Making sociolegal research more social by design: Anglo-German roots, rewards and risks
Forthcoming 21:6 German Law Journal
25 Pages Posted: 14 Apr 2020 Last revised: 5 Jun 2020
Date Written: March 20, 2020
A central theme motivating the 2019 workshop on ‘Socio-Legal Studies in Germany and the UK: Theory and methods’ from which this paper emerged was ‘how academic traditions and institutional contexts have influenced the development of socio-legal research in Germany and the UK’; and whether there exists a ‘typical pathway into and through law and society research’ in each jurisdiction. My current research explores the potential of design to help us to understand and enhance sociolegal research methods.

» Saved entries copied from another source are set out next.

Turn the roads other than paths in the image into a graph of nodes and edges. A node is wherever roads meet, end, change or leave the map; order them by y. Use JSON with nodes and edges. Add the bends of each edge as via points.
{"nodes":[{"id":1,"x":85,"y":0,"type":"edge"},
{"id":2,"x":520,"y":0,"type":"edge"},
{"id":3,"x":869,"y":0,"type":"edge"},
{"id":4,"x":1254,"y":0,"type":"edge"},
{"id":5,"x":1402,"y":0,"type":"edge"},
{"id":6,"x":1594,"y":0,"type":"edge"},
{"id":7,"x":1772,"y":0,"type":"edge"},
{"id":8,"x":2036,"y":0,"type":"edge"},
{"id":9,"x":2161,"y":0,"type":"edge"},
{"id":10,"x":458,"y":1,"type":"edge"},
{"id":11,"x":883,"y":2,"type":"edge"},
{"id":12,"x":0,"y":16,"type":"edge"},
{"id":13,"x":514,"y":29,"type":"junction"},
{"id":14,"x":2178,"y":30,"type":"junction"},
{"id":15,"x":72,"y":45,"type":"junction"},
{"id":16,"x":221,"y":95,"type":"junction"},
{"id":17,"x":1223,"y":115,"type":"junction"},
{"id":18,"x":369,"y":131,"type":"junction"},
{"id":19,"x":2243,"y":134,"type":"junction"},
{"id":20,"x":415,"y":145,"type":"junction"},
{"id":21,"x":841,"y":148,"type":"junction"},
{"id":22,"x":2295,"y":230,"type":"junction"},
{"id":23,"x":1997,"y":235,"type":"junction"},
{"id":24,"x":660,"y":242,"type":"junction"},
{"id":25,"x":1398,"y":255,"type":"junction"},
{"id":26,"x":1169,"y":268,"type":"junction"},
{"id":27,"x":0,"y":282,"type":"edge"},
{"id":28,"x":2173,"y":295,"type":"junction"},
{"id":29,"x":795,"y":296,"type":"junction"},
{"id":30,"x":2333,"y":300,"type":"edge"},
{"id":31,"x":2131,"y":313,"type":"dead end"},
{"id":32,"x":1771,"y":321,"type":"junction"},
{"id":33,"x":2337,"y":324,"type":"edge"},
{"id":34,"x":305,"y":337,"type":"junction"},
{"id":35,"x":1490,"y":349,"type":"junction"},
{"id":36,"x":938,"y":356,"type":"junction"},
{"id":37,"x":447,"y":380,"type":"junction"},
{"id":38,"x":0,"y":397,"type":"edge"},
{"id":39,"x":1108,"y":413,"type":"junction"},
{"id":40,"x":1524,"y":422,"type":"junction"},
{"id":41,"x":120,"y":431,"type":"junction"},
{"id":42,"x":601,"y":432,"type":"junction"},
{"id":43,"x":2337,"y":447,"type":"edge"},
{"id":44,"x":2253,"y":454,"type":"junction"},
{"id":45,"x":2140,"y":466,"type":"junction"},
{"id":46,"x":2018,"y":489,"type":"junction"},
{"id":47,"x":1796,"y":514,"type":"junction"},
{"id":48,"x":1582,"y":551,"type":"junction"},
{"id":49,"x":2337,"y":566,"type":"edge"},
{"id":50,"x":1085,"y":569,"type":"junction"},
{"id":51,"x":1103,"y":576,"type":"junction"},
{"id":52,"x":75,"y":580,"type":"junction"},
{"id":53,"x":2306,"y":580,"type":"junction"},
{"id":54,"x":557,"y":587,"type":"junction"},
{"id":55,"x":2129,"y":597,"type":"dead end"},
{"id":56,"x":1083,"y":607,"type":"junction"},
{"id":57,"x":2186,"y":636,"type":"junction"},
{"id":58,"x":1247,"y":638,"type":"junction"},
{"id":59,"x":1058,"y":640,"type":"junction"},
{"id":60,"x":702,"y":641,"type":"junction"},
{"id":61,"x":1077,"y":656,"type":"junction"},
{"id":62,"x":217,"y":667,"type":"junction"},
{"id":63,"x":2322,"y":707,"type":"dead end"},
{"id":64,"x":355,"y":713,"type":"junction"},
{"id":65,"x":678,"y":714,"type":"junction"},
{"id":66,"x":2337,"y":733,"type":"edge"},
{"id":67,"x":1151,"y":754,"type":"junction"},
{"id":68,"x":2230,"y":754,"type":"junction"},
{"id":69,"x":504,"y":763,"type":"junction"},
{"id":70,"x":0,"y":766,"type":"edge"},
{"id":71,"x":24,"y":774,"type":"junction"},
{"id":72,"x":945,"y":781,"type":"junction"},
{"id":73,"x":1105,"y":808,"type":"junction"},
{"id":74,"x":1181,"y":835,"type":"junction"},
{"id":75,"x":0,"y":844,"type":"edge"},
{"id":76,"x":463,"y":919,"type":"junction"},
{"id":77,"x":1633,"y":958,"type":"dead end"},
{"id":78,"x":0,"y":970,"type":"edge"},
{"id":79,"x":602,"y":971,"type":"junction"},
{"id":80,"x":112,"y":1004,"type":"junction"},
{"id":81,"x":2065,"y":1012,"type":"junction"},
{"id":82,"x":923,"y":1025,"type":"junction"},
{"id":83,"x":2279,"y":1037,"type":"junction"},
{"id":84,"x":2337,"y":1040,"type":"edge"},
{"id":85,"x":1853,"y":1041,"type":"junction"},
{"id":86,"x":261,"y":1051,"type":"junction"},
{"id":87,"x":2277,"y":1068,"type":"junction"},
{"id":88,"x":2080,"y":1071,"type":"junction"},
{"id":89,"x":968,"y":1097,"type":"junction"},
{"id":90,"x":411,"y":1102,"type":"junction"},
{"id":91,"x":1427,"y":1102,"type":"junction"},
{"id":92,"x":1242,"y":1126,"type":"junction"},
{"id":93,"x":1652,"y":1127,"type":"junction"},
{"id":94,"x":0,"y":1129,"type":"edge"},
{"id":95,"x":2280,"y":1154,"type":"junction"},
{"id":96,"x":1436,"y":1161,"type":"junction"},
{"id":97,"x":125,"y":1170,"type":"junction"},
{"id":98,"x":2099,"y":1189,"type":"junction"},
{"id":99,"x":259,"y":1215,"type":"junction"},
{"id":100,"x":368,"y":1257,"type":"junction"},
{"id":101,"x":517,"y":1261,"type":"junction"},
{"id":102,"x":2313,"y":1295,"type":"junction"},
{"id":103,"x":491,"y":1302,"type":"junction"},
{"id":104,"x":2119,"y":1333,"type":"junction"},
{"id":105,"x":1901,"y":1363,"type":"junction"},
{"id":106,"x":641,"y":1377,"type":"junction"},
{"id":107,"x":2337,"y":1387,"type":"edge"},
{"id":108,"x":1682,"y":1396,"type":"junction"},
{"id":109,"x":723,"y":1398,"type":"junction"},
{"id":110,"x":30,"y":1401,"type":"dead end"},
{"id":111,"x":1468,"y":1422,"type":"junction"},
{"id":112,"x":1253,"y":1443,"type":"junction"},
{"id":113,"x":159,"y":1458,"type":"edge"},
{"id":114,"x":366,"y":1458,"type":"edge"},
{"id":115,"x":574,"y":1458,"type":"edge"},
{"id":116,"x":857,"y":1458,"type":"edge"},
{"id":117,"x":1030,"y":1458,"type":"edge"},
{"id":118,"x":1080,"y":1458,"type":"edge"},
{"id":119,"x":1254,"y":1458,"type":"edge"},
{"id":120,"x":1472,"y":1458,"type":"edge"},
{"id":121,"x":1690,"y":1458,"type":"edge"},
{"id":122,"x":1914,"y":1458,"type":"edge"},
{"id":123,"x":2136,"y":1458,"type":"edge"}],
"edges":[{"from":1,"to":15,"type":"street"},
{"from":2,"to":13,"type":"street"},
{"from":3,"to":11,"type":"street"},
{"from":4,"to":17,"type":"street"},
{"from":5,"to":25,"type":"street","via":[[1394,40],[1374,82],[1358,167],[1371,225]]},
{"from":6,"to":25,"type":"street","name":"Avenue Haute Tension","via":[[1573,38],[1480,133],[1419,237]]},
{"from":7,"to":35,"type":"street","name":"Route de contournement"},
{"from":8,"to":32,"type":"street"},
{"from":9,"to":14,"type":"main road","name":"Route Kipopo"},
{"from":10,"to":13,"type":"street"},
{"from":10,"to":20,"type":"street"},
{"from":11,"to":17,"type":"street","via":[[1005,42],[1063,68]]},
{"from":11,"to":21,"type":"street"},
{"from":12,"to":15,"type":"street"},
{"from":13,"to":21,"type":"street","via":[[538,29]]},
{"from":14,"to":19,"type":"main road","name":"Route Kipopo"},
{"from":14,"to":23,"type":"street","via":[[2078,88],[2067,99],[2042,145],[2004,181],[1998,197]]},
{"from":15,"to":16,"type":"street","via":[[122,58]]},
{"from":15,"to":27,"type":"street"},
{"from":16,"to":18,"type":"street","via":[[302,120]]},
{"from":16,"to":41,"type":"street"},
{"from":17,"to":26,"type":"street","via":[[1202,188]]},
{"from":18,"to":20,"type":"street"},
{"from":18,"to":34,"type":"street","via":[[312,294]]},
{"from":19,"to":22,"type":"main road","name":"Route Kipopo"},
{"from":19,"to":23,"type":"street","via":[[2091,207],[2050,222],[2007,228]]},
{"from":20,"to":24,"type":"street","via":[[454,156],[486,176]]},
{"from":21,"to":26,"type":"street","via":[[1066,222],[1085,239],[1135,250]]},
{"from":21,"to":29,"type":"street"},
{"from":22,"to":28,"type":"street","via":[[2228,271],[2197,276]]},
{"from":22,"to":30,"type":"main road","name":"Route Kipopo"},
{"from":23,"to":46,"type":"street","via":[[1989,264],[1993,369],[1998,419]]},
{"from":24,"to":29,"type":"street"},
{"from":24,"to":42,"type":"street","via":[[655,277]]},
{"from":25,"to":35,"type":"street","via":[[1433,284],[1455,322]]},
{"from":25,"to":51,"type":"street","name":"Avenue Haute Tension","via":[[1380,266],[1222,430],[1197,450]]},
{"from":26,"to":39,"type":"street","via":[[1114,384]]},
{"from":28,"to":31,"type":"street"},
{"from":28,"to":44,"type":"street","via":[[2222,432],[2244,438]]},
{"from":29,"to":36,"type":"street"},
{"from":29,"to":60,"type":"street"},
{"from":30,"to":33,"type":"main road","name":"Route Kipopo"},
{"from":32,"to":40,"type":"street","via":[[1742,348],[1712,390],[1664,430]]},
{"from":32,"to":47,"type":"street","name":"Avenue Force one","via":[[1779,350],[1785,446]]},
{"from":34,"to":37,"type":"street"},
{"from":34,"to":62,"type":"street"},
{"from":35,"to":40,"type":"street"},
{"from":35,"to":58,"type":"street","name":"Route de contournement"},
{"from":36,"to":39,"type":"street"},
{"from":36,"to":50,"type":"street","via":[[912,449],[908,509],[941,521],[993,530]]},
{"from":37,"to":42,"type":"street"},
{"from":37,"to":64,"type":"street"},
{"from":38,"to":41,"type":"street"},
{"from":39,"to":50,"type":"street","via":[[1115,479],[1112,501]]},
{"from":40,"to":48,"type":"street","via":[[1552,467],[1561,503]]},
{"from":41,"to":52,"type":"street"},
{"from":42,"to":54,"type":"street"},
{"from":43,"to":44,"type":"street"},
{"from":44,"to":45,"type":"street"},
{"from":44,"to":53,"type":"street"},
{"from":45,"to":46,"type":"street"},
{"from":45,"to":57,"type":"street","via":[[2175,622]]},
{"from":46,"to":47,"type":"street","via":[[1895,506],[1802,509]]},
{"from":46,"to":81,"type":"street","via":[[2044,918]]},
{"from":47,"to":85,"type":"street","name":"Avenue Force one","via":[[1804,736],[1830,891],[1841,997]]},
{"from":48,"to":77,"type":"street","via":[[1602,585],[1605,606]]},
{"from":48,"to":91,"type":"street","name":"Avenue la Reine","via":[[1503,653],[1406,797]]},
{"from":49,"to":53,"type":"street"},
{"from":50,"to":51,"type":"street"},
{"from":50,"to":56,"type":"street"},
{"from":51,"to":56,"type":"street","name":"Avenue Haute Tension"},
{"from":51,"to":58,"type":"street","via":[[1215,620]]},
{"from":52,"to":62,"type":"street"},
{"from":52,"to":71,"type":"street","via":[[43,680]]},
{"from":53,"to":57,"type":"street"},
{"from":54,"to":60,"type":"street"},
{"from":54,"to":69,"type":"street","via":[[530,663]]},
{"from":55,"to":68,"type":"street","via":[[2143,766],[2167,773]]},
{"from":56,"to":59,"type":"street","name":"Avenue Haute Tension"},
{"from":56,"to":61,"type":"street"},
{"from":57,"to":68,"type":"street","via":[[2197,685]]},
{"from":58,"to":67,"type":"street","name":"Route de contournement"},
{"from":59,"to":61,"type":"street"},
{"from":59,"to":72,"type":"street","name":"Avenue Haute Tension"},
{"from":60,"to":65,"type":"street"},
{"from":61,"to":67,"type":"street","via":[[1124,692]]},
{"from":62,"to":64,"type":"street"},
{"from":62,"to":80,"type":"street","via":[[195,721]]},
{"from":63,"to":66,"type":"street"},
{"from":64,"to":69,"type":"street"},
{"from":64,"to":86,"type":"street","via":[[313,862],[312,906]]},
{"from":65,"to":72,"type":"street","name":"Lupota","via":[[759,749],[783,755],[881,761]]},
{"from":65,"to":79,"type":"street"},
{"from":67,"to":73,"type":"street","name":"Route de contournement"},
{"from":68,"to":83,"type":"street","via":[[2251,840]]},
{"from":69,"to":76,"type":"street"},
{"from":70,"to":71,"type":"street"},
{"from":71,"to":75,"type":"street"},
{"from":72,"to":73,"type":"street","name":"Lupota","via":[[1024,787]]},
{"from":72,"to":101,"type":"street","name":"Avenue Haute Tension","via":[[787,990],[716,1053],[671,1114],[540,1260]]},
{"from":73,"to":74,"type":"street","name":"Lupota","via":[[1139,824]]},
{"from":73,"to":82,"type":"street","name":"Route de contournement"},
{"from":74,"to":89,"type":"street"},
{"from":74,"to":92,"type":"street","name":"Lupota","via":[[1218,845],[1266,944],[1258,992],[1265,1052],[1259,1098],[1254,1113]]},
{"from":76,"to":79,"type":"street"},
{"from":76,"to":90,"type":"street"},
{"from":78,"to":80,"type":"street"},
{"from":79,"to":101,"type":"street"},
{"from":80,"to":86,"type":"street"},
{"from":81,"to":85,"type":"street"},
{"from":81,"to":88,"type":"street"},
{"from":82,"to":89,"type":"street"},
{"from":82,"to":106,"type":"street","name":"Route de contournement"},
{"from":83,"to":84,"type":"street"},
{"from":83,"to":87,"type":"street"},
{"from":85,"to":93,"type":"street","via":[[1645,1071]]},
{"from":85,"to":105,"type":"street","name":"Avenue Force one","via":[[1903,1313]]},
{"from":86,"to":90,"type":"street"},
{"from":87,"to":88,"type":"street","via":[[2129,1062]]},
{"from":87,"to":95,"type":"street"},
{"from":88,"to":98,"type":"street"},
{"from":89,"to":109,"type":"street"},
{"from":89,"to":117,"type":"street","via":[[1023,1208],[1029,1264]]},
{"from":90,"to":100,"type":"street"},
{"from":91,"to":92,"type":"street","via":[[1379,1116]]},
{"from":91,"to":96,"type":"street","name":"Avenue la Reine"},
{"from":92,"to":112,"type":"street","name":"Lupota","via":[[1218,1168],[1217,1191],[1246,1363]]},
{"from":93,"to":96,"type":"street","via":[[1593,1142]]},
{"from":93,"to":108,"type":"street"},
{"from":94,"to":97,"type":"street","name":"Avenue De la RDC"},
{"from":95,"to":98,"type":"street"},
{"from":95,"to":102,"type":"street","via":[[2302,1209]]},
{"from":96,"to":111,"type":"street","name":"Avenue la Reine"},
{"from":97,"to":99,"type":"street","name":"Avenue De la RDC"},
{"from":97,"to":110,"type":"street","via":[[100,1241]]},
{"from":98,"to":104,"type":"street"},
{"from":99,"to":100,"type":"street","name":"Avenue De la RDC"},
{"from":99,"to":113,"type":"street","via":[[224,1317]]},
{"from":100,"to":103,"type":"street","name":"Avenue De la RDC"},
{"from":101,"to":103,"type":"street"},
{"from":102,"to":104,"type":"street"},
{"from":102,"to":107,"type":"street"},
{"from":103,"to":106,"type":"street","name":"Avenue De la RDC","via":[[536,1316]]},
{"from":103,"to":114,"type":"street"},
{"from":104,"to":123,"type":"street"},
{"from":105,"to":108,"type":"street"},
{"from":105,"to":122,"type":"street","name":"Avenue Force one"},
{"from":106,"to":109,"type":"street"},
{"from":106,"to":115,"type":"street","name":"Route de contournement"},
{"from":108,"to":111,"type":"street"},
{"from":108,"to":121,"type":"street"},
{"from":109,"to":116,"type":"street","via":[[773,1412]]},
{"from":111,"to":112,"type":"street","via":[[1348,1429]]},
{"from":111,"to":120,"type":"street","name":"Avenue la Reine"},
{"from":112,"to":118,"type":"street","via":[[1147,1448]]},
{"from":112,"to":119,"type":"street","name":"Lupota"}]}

A key insight arising from that research is that designerly ways have the potential to be more inherently ‘social’ than legal ways. Reflecting back on the workshop discussion two questions arise for me—one retrospective and inward-looking, one prospective and outward-looking—around which this paper is structured this paper. Firstly, what signs of Anglo-German life can I find in the literature and practice underpinning my current research into sociolegal research and design? Secondly, might design have a role to play in nurturing a sense of Anglo-German sociolegal community? The combined effect of Anglo-German scholarship and practice is to teach us that a ‘sociological imagination’ is essential if we are to fully understand possible synergies between design and sociolegal research, and the risks and rewards of activating them. At the time of writing, social relations of all kinds are being strained, broken, deepened and reinvented to accommodate the material threats posed by a global pandemic; and all on the back of sustained pressure relations, perhaps especially Anglo-German relations, arising from Brexit; and all in the context of the rise of other nationalistic movements across the world. We cannot know what sociolegal research will or ought to look like in the coming months and years. My own experience of pandemic-lockdowns-as-natural-experiment has made visible to me how important sociomaterial interaction with my sociolegal community is, and reinforced my conviction that we must pay more attention to designing those moments that we are lucky enough to share in person.